Extracted data entries
━━━━

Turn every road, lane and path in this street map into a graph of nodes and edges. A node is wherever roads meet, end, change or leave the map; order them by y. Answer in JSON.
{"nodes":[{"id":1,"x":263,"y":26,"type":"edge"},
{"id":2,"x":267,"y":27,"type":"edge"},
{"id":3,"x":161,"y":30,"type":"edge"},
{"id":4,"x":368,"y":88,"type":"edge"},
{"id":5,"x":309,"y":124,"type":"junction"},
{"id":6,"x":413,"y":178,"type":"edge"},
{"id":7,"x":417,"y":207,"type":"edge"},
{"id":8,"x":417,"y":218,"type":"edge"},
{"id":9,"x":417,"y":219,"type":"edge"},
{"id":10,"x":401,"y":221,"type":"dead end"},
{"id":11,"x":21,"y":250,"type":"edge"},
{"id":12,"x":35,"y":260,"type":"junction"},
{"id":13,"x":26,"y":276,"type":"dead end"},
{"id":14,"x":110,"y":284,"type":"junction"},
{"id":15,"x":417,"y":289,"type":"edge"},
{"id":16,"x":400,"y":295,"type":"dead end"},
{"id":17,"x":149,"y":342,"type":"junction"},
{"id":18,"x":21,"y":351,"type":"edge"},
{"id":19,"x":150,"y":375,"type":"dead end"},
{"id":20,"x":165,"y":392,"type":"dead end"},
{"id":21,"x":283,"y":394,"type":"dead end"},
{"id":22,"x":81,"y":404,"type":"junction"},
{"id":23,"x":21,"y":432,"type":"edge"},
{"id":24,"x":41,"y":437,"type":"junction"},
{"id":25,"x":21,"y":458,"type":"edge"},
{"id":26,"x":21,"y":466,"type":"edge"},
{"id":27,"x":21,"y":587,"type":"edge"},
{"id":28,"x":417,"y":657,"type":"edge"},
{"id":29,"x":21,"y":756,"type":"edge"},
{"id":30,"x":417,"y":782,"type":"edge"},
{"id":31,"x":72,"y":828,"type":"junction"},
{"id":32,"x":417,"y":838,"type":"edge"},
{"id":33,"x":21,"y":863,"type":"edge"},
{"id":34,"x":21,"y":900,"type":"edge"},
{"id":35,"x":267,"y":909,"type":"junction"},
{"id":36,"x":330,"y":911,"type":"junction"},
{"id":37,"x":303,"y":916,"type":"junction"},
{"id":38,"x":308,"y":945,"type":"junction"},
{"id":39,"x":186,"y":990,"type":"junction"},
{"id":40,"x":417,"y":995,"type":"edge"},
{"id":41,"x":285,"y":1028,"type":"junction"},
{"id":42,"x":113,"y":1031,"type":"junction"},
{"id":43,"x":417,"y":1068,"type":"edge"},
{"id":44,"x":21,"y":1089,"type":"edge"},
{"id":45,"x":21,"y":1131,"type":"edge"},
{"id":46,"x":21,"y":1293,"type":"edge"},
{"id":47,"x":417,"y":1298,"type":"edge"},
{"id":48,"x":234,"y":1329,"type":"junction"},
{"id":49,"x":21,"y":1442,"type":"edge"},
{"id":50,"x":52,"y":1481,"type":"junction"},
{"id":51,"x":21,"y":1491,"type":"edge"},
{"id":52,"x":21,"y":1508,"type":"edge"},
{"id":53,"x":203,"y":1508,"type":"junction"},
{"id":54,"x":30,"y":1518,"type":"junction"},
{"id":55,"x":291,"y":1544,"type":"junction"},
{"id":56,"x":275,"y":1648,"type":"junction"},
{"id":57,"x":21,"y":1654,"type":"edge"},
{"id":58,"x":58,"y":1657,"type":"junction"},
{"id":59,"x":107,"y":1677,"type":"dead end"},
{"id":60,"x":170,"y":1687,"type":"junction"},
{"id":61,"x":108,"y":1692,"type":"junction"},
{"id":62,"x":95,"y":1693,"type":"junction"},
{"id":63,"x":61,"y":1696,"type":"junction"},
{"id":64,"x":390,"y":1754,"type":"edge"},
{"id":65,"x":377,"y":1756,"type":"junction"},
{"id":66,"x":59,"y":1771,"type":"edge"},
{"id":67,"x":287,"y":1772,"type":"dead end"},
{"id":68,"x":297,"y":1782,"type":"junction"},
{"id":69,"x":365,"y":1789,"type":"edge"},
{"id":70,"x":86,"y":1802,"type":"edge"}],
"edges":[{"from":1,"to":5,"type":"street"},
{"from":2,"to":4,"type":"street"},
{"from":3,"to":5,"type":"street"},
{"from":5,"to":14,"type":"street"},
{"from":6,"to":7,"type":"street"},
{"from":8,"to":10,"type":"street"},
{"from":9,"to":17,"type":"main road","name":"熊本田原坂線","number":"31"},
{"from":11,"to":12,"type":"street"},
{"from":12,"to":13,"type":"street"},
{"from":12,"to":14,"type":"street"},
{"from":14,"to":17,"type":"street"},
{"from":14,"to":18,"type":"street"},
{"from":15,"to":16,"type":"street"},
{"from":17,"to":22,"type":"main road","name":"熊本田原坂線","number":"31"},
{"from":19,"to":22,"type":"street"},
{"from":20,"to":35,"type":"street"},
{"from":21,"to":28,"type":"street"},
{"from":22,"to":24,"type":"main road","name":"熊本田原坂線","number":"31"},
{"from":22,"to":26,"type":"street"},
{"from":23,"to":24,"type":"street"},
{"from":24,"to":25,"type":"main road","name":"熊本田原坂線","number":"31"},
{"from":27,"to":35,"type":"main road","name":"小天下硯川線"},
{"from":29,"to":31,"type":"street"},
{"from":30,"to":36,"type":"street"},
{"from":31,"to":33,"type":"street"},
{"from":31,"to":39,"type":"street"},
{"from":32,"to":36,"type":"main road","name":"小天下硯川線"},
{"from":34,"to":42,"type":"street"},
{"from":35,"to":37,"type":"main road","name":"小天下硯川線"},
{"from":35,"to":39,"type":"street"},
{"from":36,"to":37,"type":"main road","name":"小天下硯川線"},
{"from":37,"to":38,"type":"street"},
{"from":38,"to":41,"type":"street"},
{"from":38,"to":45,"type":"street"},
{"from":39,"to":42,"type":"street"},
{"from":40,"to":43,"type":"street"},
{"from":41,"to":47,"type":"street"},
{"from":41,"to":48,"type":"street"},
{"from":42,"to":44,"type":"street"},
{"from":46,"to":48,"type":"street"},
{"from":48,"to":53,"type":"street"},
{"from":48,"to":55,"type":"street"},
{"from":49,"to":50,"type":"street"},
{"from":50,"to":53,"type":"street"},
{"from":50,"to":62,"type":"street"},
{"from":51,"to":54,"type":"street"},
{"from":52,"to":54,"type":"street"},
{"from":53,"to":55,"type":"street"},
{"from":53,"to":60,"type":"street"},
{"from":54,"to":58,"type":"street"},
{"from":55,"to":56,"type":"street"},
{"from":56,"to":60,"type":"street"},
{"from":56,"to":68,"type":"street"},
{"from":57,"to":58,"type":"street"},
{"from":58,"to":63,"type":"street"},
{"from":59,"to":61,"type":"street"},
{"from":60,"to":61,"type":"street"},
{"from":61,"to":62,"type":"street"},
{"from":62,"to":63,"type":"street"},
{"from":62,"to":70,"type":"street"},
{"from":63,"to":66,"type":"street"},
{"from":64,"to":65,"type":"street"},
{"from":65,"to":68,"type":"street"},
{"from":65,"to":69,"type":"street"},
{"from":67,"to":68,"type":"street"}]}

━━━━

- What is being asked -
Your task is to retype the data exactly, with no line missing.

- Exercise output -
Turn every road, lane and path in this street map into a graph of nodes and edges. A node is wherever roads meet, end, change or leave the map; order them by y. Answer in JSON.
{"nodes":[{"id":1,"x":263,"y":26,"type":"edge"},
{"id":2,"x":267,"y":27,"type":"edge"},
{"id":3,"x":161,"y":30,"type":"edge"},
{"id":4,"x":368,"y":88,"type":"edge"},
{"id":5,"x":309,"y":124,"type":"junction"},
{"id":6,"x":413,"y":178,"type":"edge"},
{"id":7,"x":417,"y":207,"type":"edge"},
{"id":8,"x":417,"y":218,"type":"edge"},
{"id":9,"x":417,"y":219,"type":"edge"},
{"id":10,"x":401,"y":221,"type":"dead end"},
{"id":11,"x":21,"y":250,"type":"edge"},
{"id":12,"x":35,"y":260,"type":"junction"},
{"id":13,"x":26,"y":276,"type":"dead end"},
{"id":14,"x":110,"y":284,"type":"junction"},
{"id":15,"x":417,"y":289,"type":"edge"},
{"id":16,"x":400,"y":295,"type":"dead end"},
{"id":17,"x":149,"y":342,"type":"junction"},
{"id":18,"x":21,"y":351,"type":"edge"},
{"id":19,"x":150,"y":375,"type":"dead end"},
{"id":20,"x":165,"y":392,"type":"dead end"},
{"id":21,"x":283,"y":394,"type":"dead end"},
{"id":22,"x":81,"y":404,"type":"junction"},
{"id":23,"x":21,"y":432,"type":"edge"},
{"id":24,"x":41,"y":437,"type":"junction"},
{"id":25,"x":21,"y":458,"type":"edge"},
{"id":26,"x":21,"y":466,"type":"edge"},
{"id":27,"x":21,"y":587,"type":"edge"},
{"id":28,"x":417,"y":657,"type":"edge"},
{"id":29,"x":21,"y":756,"type":"edge"},
{"id":30,"x":417,"y":782,"type":"edge"},
{"id":31,"x":72,"y":828,"type":"junction"},
{"id":32,"x":417,"y":838,"type":"edge"},
{"id":33,"x":21,"y":863,"type":"edge"},
{"id":34,"x":21,"y":900,"type":"edge"},
{"id":35,"x":267,"y":909,"type":"junction"},
{"id":36,"x":330,"y":911,"type":"junction"},
{"id":37,"x":303,"y":916,"type":"junction"},
{"id":38,"x":308,"y":945,"type":"junction"},
{"id":39,"x":186,"y":990,"type":"junction"},
{"id":40,"x":417,"y":995,"type":"edge"},
{"id":41,"x":285,"y":1028,"type":"junction"},
{"id":42,"x":113,"y":1031,"type":"junction"},
{"id":43,"x":417,"y":1068,"type":"edge"},
{"id":44,"x":21,"y":1089,"type":"edge"},
{"id":45,"x":21,"y":1131,"type":"edge"},
{"id":46,"x":21,"y":1293,"type":"edge"},
{"id":47,"x":417,"y":1298,"type":"edge"},
{"id":48,"x":234,"y":1329,"type":"junction"},
{"id":49,"x":21,"y":1442,"type":"edge"},
{"id":50,"x":52,"y":1481,"type":"junction"},
{"id":51,"x":21,"y":1491,"type":"edge"},
{"id":52,"x":21,"y":1508,"type":"edge"},
{"id":53,"x":203,"y":1508,"type":"junction"},
{"id":54,"x":30,"y":1518,"type":"junction"},
{"id":55,"x":291,"y":1544,"type":"junction"},
{"id":56,"x":275,"y":1648,"type":"junction"},
{"id":57,"x":21,"y":1654,"type":"edge"},
{"id":58,"x":58,"y":1657,"type":"junction"},
{"id":59,"x":107,"y":1677,"type":"dead end"},
{"id":60,"x":170,"y":1687,"type":"junction"},
{"id":61,"x":108,"y":1692,"type":"junction"},
{"id":62,"x":95,"y":1693,"type":"junction"},
{"id":63,"x":61,"y":1696,"type":"junction"},
{"id":64,"x":390,"y":1754,"type":"edge"},
{"id":65,"x":377,"y":1756,"type":"junction"},
{"id":66,"x":59,"y":1771,"type":"edge"},
{"id":67,"x":287,"y":1772,"type":"dead end"},
{"id":68,"x":297,"y":1782,"type":"junction"},
{"id":69,"x":365,"y":1789,"type":"edge"},
{"id":70,"x":86,"y":1802,"type":"edge"}],
"edges":[{"from":1,"to":5,"type":"street"},
{"from":2,"to":4,"type":"street"},
{"from":3,"to":5,"type":"street"},
{"from":5,"to":14,"type":"street"},
{"from":6,"to":7,"type":"street"},
{"from":8,"to":10,"type":"street"},
{"from":9,"to":17,"type":"main road","name":"熊本田原坂線","number":"31"},
{"from":11,"to":12,"type":"street"},
{"from":12,"to":13,"type":"street"},
{"from":12,"to":14,"type":"street"},
{"from":14,"to":17,"type":"street"},
{"from":14,"to":18,"type":"street"},
{"from":15,"to":16,"type":"street"},
{"from":17,"to":22,"type":"main road","name":"熊本田原坂線","number":"31"},
{"from":19,"to":22,"type":"street"},
{"from":20,"to":35,"type":"street"},
{"from":21,"to":28,"type":"street"},
{"from":22,"to":24,"type":"main road","name":"熊本田原坂線","number":"31"},
{"from":22,"to":26,"type":"street"},
{"from":23,"to":24,"type":"street"},
{"from":24,"to":25,"type":"main road","name":"熊本田原坂線","number":"31"},
{"from":27,"to":35,"type":"main road","name":"小天下硯川線"},
{"from":29,"to":31,"type":"street"},
{"from":30,"to":36,"type":"street"},
{"from":31,"to":33,"type":"street"},
{"from":31,"to":39,"type":"street"},
{"from":32,"to":36,"type":"main road","name":"小天下硯川線"},
{"from":34,"to":42,"type":"street"},
{"from":35,"to":37,"type":"main road","name":"小天下硯川線"},
{"from":35,"to":39,"type":"street"},
{"from":36,"to":37,"type":"main road","name":"小天下硯川線"},
{"from":37,"to":38,"type":"street"},
{"from":38,"to":41,"type":"street"},
{"from":38,"to":45,"type":"street"},
{"from":39,"to":42,"type":"street"},
{"from":40,"to":43,"type":"street"},
{"from":41,"to":47,"type":"street"},
{"from":41,"to":48,"type":"street"},
{"from":42,"to":44,"type":"street"},
{"from":46,"to":48,"type":"street"},
{"from":48,"to":53,"type":"street"},
{"from":48,"to":55,"type":"street"},
{"from":49,"to":50,"type":"street"},
{"from":50,"to":53,"type":"street"},
{"from":50,"to":62,"type":"street"},
{"from":51,"to":54,"type":"street"},
{"from":52,"to":54,"type":"street"},
{"from":53,"to":55,"type":"street"},
{"from":53,"to":60,"type":"street"},
{"from":54,"to":58,"type":"street"},
{"from":55,"to":56,"type":"street"},
{"from":56,"to":60,"type":"street"},
{"from":56,"to":68,"type":"street"},
{"from":57,"to":58,"type":"street"},
{"from":58,"to":63,"type":"street"},
{"from":59,"to":61,"type":"street"},
{"from":60,"to":61,"type":"street"},
{"from":61,"to":62,"type":"street"},
{"from":62,"to":63,"type":"street"},
{"from":62,"to":70,"type":"street"},
{"from":63,"to":66,"type":"street"},
{"from":64,"to":65,"type":"street"},
{"from":65,"to":68,"type":"street"},
{"from":65,"to":69,"type":"street"},
{"from":67,"to":68,"type":"street"}]}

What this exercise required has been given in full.